Yeah poor bastard has no clue what’s going on. Meanwhile arturo gets into another hand and folds. He asks his opponent what he has, and I can’t help but jump in.
Grant1525: I had TO TO
arturo468: i had 99
SlackMac1: previous hand function is a mystical thing
Grant1525: its mystery is only exceeded by its power
Bonus points for those of you who get this reference.
SlackMac1: ill bet you 10 that he had arturo
Grant1525: I bet how you know A 10 he had
arturo468: you had?
arturo468: yyes ok ok
Grant1525: I had TO TO again
arturo468: K 10
Grant1525: don't smile at me
I find it’s best to fight donk with donk, so I just randomly re-arranged words figuring he might understand them. Right about this time I raised in late position with KQ, a short stack shoved on me, I was getting almost 2.5:1 on a call and can’t really fold there, so I called and lost to A6o. Pretty standard situation in a tournament, and one that most people won’t think twice about, being on either side of it. Well, most people doesn’t include our jajaja buddy here, as you can see:
arturo468: jajaja K Q?
arturo468: good bye
arturo468: good bye DONK
Note that I still have chips here. All this donk saw was that I called an all-in and he didn’t bother to look at stack sizes (which are right there on the screen for those who don’t play online poker), so he didn’t realize I was still in the tournament with plenty of chips.

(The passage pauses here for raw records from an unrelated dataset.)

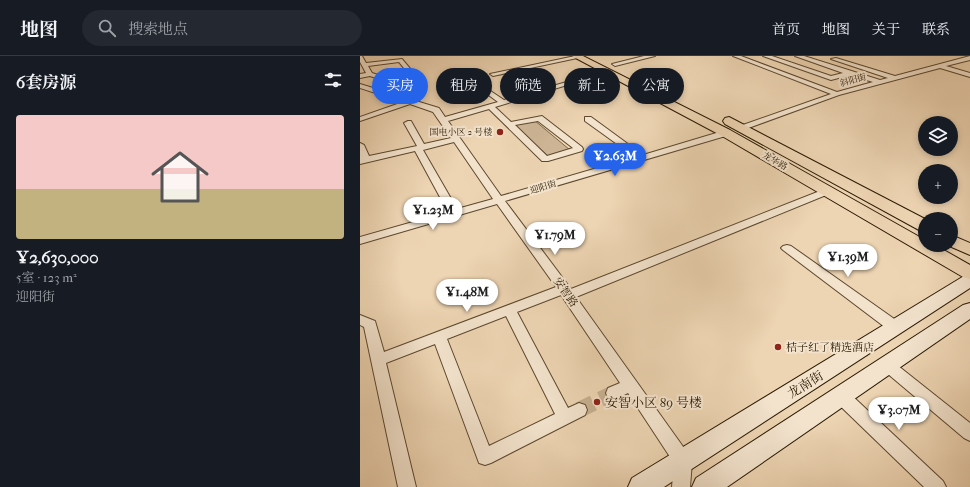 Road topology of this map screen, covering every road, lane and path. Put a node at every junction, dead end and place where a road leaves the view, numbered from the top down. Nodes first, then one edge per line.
1 (364, 56) edge
2 (598, 56) edge
3 (652, 56) edge
4 (736, 56) edge
5 (768, 56) edge
6 (798, 56) edge
7 (825, 56) edge
8 (360, 57) edge
9 (577, 57) edge
10 (942, 58) dead end
11 (970, 58) edge
12 (954, 62) junction
13 (365, 65) junction
14 (938, 66) junction
15 (406, 68) edge
16 (605, 68) edge
17 (607, 68) edge
18 (611, 68) edge
19 (849, 73) junction
20 (370, 74) joint
21 (493, 74) dead end
22 (620, 74) edge
23 (970, 75) edge
24 (360, 76) edge
25 (620, 76) edge
26 (893, 78) junction
27 (878, 82) junction
28 (360, 86) edge
29 (366, 91) edge
30 (837, 94) junction
31 (492, 95) edge
32 (500, 101) junction
33 (404, 104) edge
34 (416, 104) edge
35 (490, 106) junction
36 (442, 118) junction
37 (360, 119) edge
38 (588, 119) dead end
39 (408, 123) dead end
40 (510, 124) junction
41 (744, 128) junction
42 (726, 133) junction
43 (456, 139) junction
44 (360, 145) edge
45 (420, 147) junction
46 (642, 158) junction
47 (363, 160) edge
48 (828, 191) junction
49 (499, 200) junction
50 (454, 213) junction
51 (918, 222) edge
52 (360, 241) edge
53 (958, 244) edge
54 (787, 248) dead end
55 (970, 250) edge
56 (970, 273) edge
57 (970, 280) edge
58 (566, 292) junction
59 (508, 310) junction
60 (970, 310) edge
61 (360, 320) edge
62 (895, 327) junction
63 (439, 337) junction
64 (379, 360) junction
65 (887, 365) junction
66 (630, 385) junction
67 (614, 393) tunnel mouth
68 (841, 396) junction
69 (970, 433) edge
70 (683, 461) junction
71 (930, 485) edge
72 (407, 487) edge
73 (640, 487) edge
74 (680, 487) edge
75 (705, 487) edge

1 - 8 street
2 - 17 main road, 龙华路
3 - 18 street
4 - 30 street
5 - 19 street
6 - 19 street
7 - 26 street
8 - 13 street
9 - 16 main road, 龙华路
9 - 21 street
10 - 12 street
11 - 12 street, 斜阳街
12 - 14 street, 斜阳街
13 - 15 street
13 - 20 street
14 - 23 street
14 - 26 street, 斜阳街
19 - 27 street
20 - 24 street
22 - 41 main road, 龙华路
25 - 42 main road, 龙华路
26 - 27 street, 斜阳街
27 - 30 street, 斜阳街
28 - 29 street, 安智路
30 - 41 street, 斜阳街
31 - 32 street
32 - 35 street
32 - 36 street
33 - 37 street
34 - 36 street, 安智路
35 - 36 street
35 - 40 street
36 - 43 street, 安智路
38 - 46 street
39 - 45 street
40 - 40 street
41 - 51 main road, 龙华路
42 - 46 street, 迎阳街
42 - 48 main road, 龙华路
43 - 45 street
43 - 49 street, 安智路
44 - 47 street
45 - 47 street
45 - 50 street
46 - 49 street, 迎阳街
48 - 56 main road, 龙华路
48 - 58 street
49 - 50 street, 迎阳街
49 - 58 street, 安智路
50 - 52 street, 迎阳街
53 - 55 main road
54 - 62 street
57 - 62 main road, 龙南街
58 - 59 street
58 - 66 street, 安智路
59 - 63 street
59 - 63 street
60 - 65 main road
61 - 64 street
62 - 70 main road, 龙南街
63 - 64 street
64 - 72 street
65 - 68 main road
65 - 69 street
66 - 67 street
66 - 70 street, 安智路
68 - 71 street
68 - 75 main road
70 - 73 main road, 龙南街
70 - 74 street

Grant1525: lol you are truly stupid aren't you arturo?
Grant1525: I still have chips moron
Grant1525: fkin nitwit
arturo468: yeaaah jajaja
arturo468: K Q it is called the hand of the idiot since as your jajaja
Grant1525: so you fold KQ getting over 2:1 there, sparky?
Grant1525: oh wait, let me ask this: do you know what 2:1 is?

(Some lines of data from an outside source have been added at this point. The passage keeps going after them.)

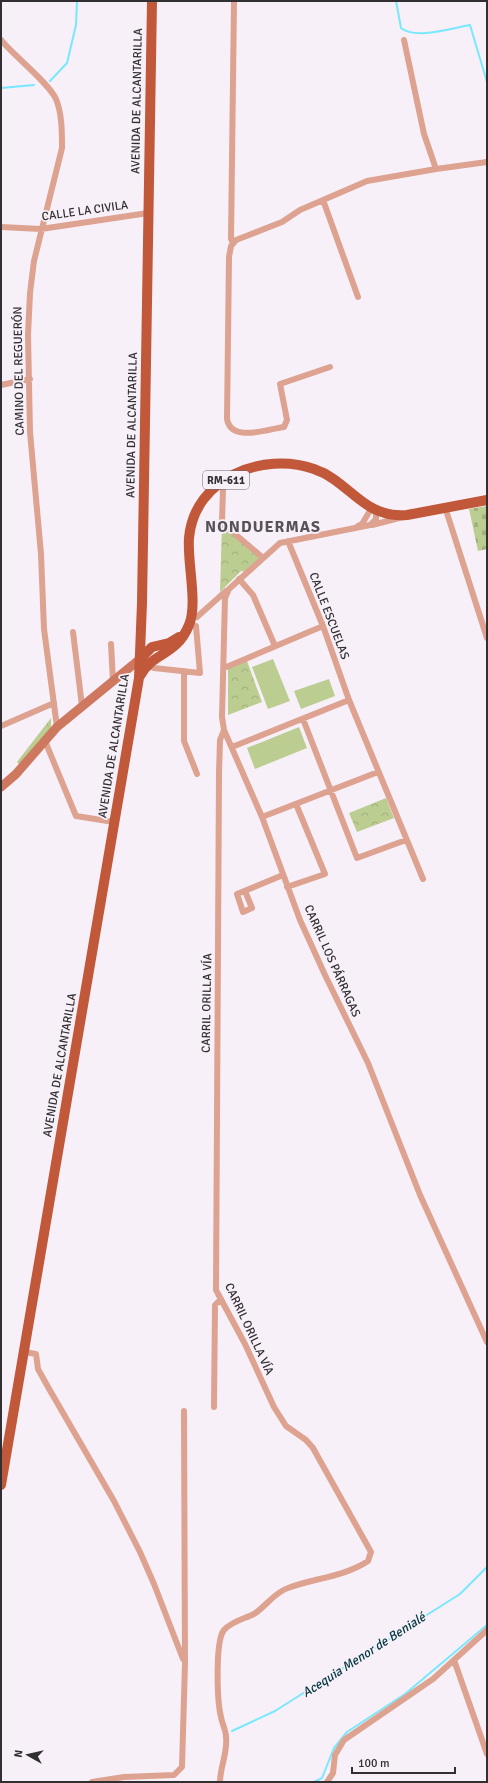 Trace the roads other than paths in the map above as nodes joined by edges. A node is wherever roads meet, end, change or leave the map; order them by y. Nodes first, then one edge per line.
1 (152, 1) edge
2 (234, 1) edge
3 (1, 40) edge
4 (404, 40) dead end
5 (487, 162) edge
6 (436, 169) junction
7 (323, 200) junction
8 (148, 213) junction
9 (1, 227) edge
10 (41, 229) junction
11 (233, 243) junction
12 (358, 297) dead end
13 (330, 367) dead end
14 (30, 379) junction
15 (1, 385) edge
16 (224, 488) dead end
17 (487, 500) edge
18 (445, 507) junction
19 (374, 510) junction
20 (407, 515) junction
21 (370, 525) junction
22 (358, 527) junction
23 (288, 541) junction
24 (262, 557) junction
25 (239, 579) junction
26 (229, 589) junction
27 (196, 617) dead end
28 (323, 626) junction
29 (192, 627) junction
30 (142, 630) junction
31 (73, 632) dead end
32 (487, 638) edge
33 (110, 644) dead end
34 (155, 646) junction
35 (275, 646) junction
36 (157, 658) junction
37 (144, 662) junction
38 (224, 668) junction
39 (184, 671) junction
40 (113, 681) junction
41 (349, 700) junction
42 (54, 703) junction
43 (82, 706) junction
44 (303, 719) junction
45 (1, 726) edge
46 (57, 726) junction
47 (224, 730) junction
48 (45, 741) junction
49 (232, 747) junction
50 (378, 772) junction
51 (197, 774) dead end
52 (1, 787) edge
53 (331, 790) junction
54 (296, 804) junction
55 (262, 817) junction
56 (114, 822) junction
57 (406, 840) junction
58 (283, 875) junction
59 (423, 879) dead end
60 (287, 887) junction
61 (245, 891) dead end
62 (221, 1300) junction
63 (487, 1342) edge
64 (24, 1352) junction
65 (214, 1407) dead end
66 (184, 1411) dead end
67 (1, 1486) edge
68 (487, 1630) edge
69 (454, 1660) junction
70 (185, 1663) junction
71 (487, 1754) edge
72 (92, 1782) edge
73 (220, 1782) edge
74 (327, 1782) edge

1 - 8 main road, AVENIDA DE ALCANTARILLA
2 - 11 street
3 - 10 street, CAMINO DEL REGUERÓN
4 - 6 street
5 - 6 street
6 - 7 street
7 - 11 street
7 - 12 street
8 - 10 street, CALLE LA CIVILA
8 - 30 main road, AVENIDA DE ALCANTARILLA
9 - 10 street, CALLE LA CIVILA
10 - 14 street, CAMINO DEL REGUERÓN
11 - 13 street
14 - 15 street
14 - 42 street, CAMINO DEL REGUERÓN
16 - 24 street
17 - 18 main road, RM-611
18 - 20 main road, RM-611
18 - 32 street
19 - 20 main road, RM-611
19 - 21 street
19 - 22 street
19 - 29 main road, RM-611
20 - 21 street
21 - 22 street
22 - 23 street
23 - 24 street
23 - 28 street, CALLE ESCUELAS
24 - 25 street
25 - 26 street
25 - 35 street
26 - 27 street
26 - 38 street, CARRIL LOS PÁRRAGAS
28 - 35 street
28 - 41 street, CALLE ESCUELAS
29 - 34 main road
29 - 36 main road, RM-611
29 - 39 street
30 - 34 main road
30 - 37 main road, AVENIDA DE ALCANTARILLA
31 - 43 street
33 - 40 street
34 - 36 street
34 - 37 main road
35 - 38 street
36 - 37 main road, RM-611
37 - 39 street
37 - 40 main road
37 - 56 main road, AVENIDA DE ALCANTARILLA
38 - 47 street, CARRIL LOS PÁRRAGAS
39 - 51 street
40 - 43 main road
41 - 44 street
41 - 50 street, CALLE ESCUELAS
42 - 45 street
42 - 46 street, CAMINO DEL REGUERÓN
43 - 46 main road
44 - 49 street
44 - 53 street
46 - 48 main road
47 - 49 street, CARRIL LOS PÁRRAGAS
47 - 62 street, CARRIL ORILLA VÍA
48 - 52 main road
48 - 56 street
49 - 55 street, CARRIL LOS PÁRRAGAS
50 - 53 street
50 - 57 street, CALLE ESCUELAS
53 - 54 street
53 - 57 street
54 - 55 street
54 - 60 street
55 - 58 street, CARRIL LOS PÁRRAGAS
56 - 64 main road, AVENIDA DE ALCANTARILLA
57 - 59 street, CALLE ESCUELAS
58 - 60 street, CARRIL LOS PÁRRAGAS
58 - 61 street
60 - 63 street, CARRIL LOS PÁRRAGAS
62 - 65 street
62 - 73 street, CARRIL ORILLA VÍA
64 - 67 main road, AVENIDA DE ALCANTARILLA
64 - 70 street
66 - 70 street
68 - 69 street
69 - 71 street
69 - 74 street
70 - 72 street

Grant1525: that's what I thought, thanks
Grant1525: yes, you are
Grant1525: but it's ok, keep typing "jajaja" and all will be well
arturo468: I happen of discussing whit you, this is poker friends
Grant1525: yeah I'm sorry, I have no fkin clue wtf you are trying to say
Grant1525: can we get a translator? someone proficient in translating moron to English?

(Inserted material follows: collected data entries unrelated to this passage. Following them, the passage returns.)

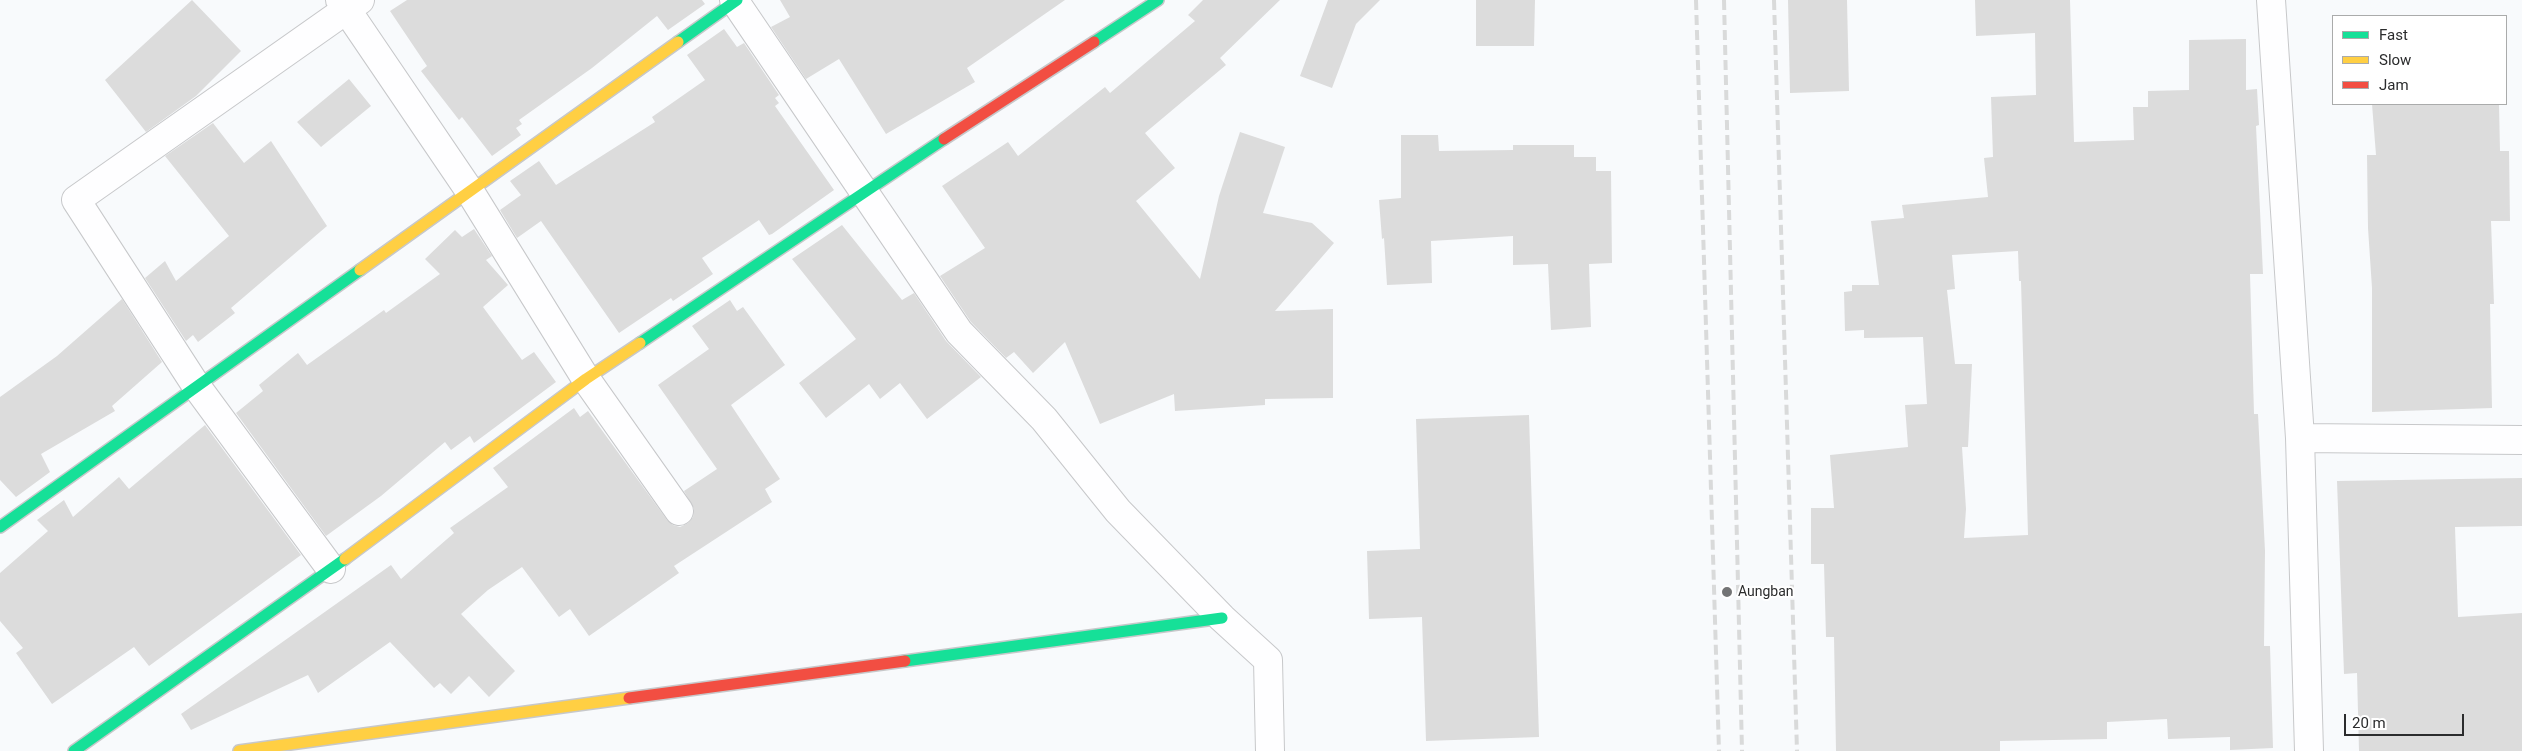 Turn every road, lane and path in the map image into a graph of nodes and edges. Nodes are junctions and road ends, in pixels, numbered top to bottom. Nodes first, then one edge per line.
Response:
1 (2271, 0) edge
2 (736, 1) edge
3 (1146, 3) edge
4 (348, 4) edge
5 (469, 190) junction
6 (864, 191) junction
7 (586, 379) junction
8 (197, 387) junction
9 (2300, 438) junction
10 (2522, 440) edge
11 (679, 511) dead end
12 (0, 527) edge
13 (331, 569) junction
14 (1222, 618) junction
15 (74, 751) edge
16 (239, 751) edge
17 (1270, 751) edge
18 (2309, 751) edge

1 - 9 street
2 - 5 street
2 - 6 street
3 - 6 street
4 - 5 street
4 - 8 street
5 - 7 street
5 - 8 street
6 - 7 street
6 - 14 street
7 - 11 street
7 - 13 street
8 - 12 street
8 - 13 street
9 - 10 street
9 - 18 street
13 - 15 street
14 - 16 street
14 - 17 street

arturo468: jajajaaj, man, i am spanish enough that i defend myself whit the english man estudpi
Grant1525: do you know a guy named trenzen by chance?
arturo468: do not grate the head and keep silent about you already
Die far to not smell badly! Seriously, this is almost as good. Do not grate the head. Dear lord. I mean I suppose I should be happy that they are at least trying, since the non-English chat happening online is a pretty big issue and even with their online chat moderators, PokerStars doesn’t seem to want to do anything about it. But that doesn’t mean we can’t make fun of them!